Wir begegneten ihr dann noch ein- oder zweimal auf unserem Rundgang durch die Ausstellung, und jedesmal beobachtete ich, dass mein Freund ihr nachblickte. Er machte indes keine Bemerkung, bis wir wieder im Freien waren und Arm in Arm die Prinzenstrasse hinaufschlenderten.
„Hast du das wundervolle Weib gesehen, in Schwarz, mit dem weissen Pelz?“ fragte er mich unvermittelt.
„Jawohl, ich habe sie bemerkt,“ antwortete ich.

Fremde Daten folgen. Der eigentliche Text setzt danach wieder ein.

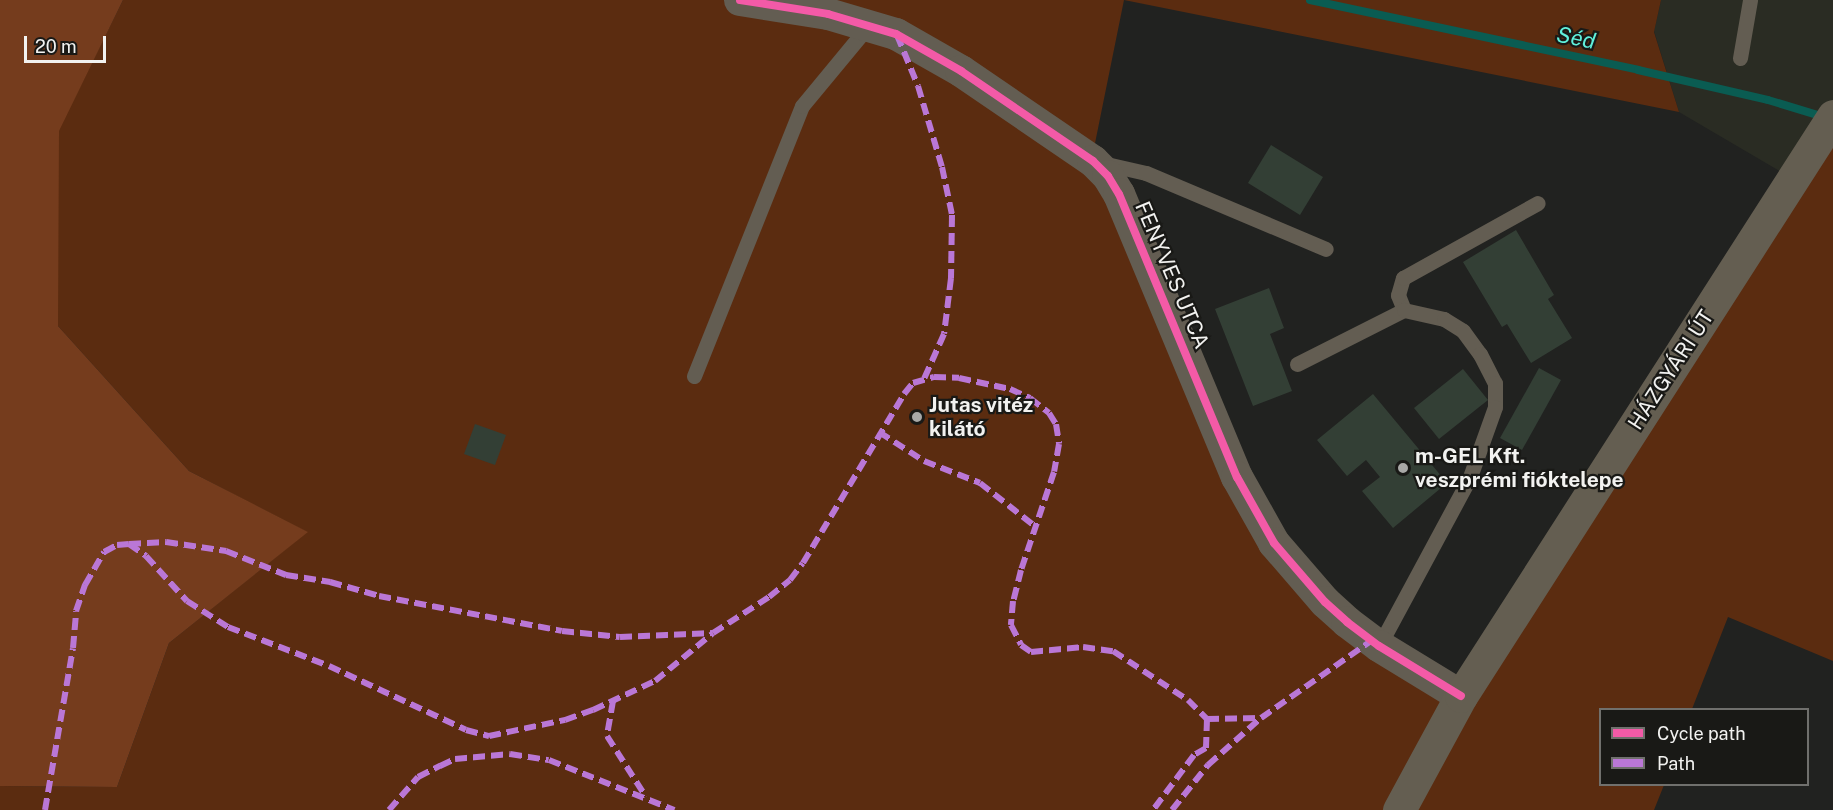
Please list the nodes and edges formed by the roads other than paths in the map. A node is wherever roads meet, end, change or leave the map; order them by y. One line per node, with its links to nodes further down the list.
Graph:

,,Kennst du sie?“ fragte er. „Hast du eine Ahnung, wer sie ist?“
„Ich kenne sie wicht persönlich,“ erwiderte ich. „Aber zweifellos kann ich alles auf sie bezügliche erfahren; ich glaube, sie ist mit Archibald Neeves verlobt, und wir beide haben eine Reihe gemeinsamer Bekannten.“
„Was, verlobt?“ fuhr, es Cowles heraus.
„Hör’ mal, lieber Junge,“ antwortete ich lachend, „du wirst doch nicht so empfindsam sein, dass es dich aufregt, wenn ein Mädchen verlobt ist, mit dem du in deinem Leben nie ein Wort gewechselt hast?“
,,Na, es regt mich ja nicht gerade auf,“ erwiderte er mit etwas gekünsteltem Lachen. ,,Aber ich sage dir, offen, dass mich in meinem ganzen Leben noch nie ein Gesicht so gefesselt hat. Es war nicht die Schönheit allein, wenn diese auch vollendet genug ist, es war der Charakter, der geistige Ausdruck! Wenn sie tatsächlich verlobt ist, hoffe ich, dass der Mann ihrer würdig ist.“
„Du sprichst ja ganz gefühlvoll! Das ist ein klarer Fall von Liebe auf den ersten Blick. Immerhin will ich, sobald ich jemand treffe, der Näheres über sie weiss, die nötigen Erkundigungen einziehen, um dich zu beruhigen.“
Mein Freund dankte mir, und das Gespräch ging, auf einen andern Gegenstand über. Einige Tage lang spielte keiner mehr auf das Erlebte an, obwohl mein Freund, wie mir schien, noch träumerischer und zerstreuter war als gewöhnlich. Der Zwischenfall war schon fast ganz aus meinen Gedanken entschwunden, als ich eines Tages meinen Vetter Brodie in der Universität traf, der alle Neuigkeiten wusste und mit seinem Wissen auch nicht kargte.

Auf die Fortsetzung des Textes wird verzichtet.